Pelo menos desde o século 8 a.C.,
época em que viveu Homero, até o
século 5 a.C., quando o discurso filosófico elabora de modo mais articulado os fundamentos da linguagem abstrata, a sua obra foi a
referência principal para segmentos importantes da população.
Chamo a atenção para o fato de
que o próprio Sócrates, que pretendeu, segundo a "República"
platônica, excluir Homero e os
poetas de sua cidade ideal, pouco
antes de tomar cicuta, revelou aos
amigos seu desejo de encontrar,
depois da morte, Homero, para
poder continuar a discutir, dessa
vez com o poeta magno, questões
referentes à representação e ao conhecimento. No que se refere à recepção da épica homérica, houve,
na Grécia antiga, uma feliz e rara
conjunção entre função estética e
propedêutica.
Folha - O que distingue os dois
épicos de Homero de outros "relatos de fundação", tais como o "Gilgamesh" e o "Velho Testamento"?

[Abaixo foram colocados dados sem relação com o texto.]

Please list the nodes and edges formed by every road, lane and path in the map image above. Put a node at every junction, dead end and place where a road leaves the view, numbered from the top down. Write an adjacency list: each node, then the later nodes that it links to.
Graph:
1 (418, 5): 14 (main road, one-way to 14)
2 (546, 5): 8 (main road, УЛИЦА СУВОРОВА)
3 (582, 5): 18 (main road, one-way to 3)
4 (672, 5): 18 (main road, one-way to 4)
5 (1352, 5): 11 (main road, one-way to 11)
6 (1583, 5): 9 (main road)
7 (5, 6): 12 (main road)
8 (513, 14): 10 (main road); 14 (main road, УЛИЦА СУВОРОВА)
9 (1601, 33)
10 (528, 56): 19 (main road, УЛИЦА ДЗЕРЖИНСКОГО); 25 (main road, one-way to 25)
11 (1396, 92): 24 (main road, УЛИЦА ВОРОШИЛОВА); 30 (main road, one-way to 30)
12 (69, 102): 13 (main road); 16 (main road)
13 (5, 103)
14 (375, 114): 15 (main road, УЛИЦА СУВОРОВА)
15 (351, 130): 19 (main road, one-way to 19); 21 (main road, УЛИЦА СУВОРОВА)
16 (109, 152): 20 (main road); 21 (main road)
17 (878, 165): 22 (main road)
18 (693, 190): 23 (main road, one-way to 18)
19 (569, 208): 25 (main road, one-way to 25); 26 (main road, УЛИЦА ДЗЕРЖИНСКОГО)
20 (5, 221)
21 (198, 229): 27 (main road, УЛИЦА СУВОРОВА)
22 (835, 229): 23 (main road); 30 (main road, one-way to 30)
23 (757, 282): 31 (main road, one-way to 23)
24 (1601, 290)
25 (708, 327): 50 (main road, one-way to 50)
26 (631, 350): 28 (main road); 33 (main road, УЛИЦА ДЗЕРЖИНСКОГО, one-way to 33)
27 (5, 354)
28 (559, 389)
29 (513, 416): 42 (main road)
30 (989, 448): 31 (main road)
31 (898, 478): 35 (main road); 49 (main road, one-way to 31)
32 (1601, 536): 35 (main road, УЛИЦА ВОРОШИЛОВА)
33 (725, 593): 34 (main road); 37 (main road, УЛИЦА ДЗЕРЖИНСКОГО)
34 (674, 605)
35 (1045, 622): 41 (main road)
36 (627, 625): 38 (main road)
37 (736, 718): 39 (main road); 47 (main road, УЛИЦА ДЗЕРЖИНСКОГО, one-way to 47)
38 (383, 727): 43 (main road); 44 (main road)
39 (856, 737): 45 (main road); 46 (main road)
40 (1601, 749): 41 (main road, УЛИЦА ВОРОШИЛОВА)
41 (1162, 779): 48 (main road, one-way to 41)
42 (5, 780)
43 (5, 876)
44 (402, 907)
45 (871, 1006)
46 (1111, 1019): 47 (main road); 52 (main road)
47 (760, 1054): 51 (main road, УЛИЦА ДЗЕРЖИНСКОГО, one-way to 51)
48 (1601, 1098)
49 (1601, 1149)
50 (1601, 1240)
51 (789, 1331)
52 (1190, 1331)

Vieira - A "Ilíada" e a "Odisséia" são a expressão do caráter
dialógico da cultura grega. Os referenciais mitológicos presentes nos
dois poemas não traduzem dogmas religiosos, mas refletem uma
incrível diversidade cultural. Nunca houve uma unidade religiosa na
Grécia que chegasse a anular as diferentes manifestações regionais.
Isso é o resultado da organização e
autonomia política das cidades-Estado. Cada uma dessas cidades valorizava diferentemente, por
meio de práticas ritualísticas específicas, determinadas figuras divinas, estabelecendo uma hierarquia
particular entre os deuses.
A uniformidade cultural grega
foi um mito criado no século 19,
atualmente insustentável. Essa capacidade de avaliar e colocar em
xeque, muitas vezes de maneira
dramática, seus próprios valores, é
uma marca importante da tradição helênica. O conflito, o enfrentamento de situações contraditórias, define não só os poemas homéricos, mas as produções gregas
de um modo geral. Nesse sentido,
cabe mencionar Aristófanes, que
retratou com enorme sarcasmo,
entre outros, seus contemporâneos Sócrates e Eurípides.
Folha - No legado literário grego,
a Guerra de Tróia e os personagens nela envolvidos aparecem
não apenas na "Ilíada", mas em um
conjunto de poemas anteriores à
obra de Homero (muitos deles
apenas parcialmente conhecidos),
bem como em uma série de tragédias. Por que essa guerra ocupa
tanto o imaginário grego? O que a
"Ilíada" tem a nos dizer sobre o
que seja uma guerra?
Vieira - A guerra é apenas um
aspecto de uma cultura que, como
a grega, funda seus alicerces na
disputa ou, para usar um termo
helênico, na situação agonística.
Creio que o que está por trás dessa
situação é uma relação problemática com a própria linguagem, é o
fato de os gregos, desde os seus
primórdios, acreditarem que a
verdade resulta de um processo
conflituoso e não de uma revelação pacífica ou mística.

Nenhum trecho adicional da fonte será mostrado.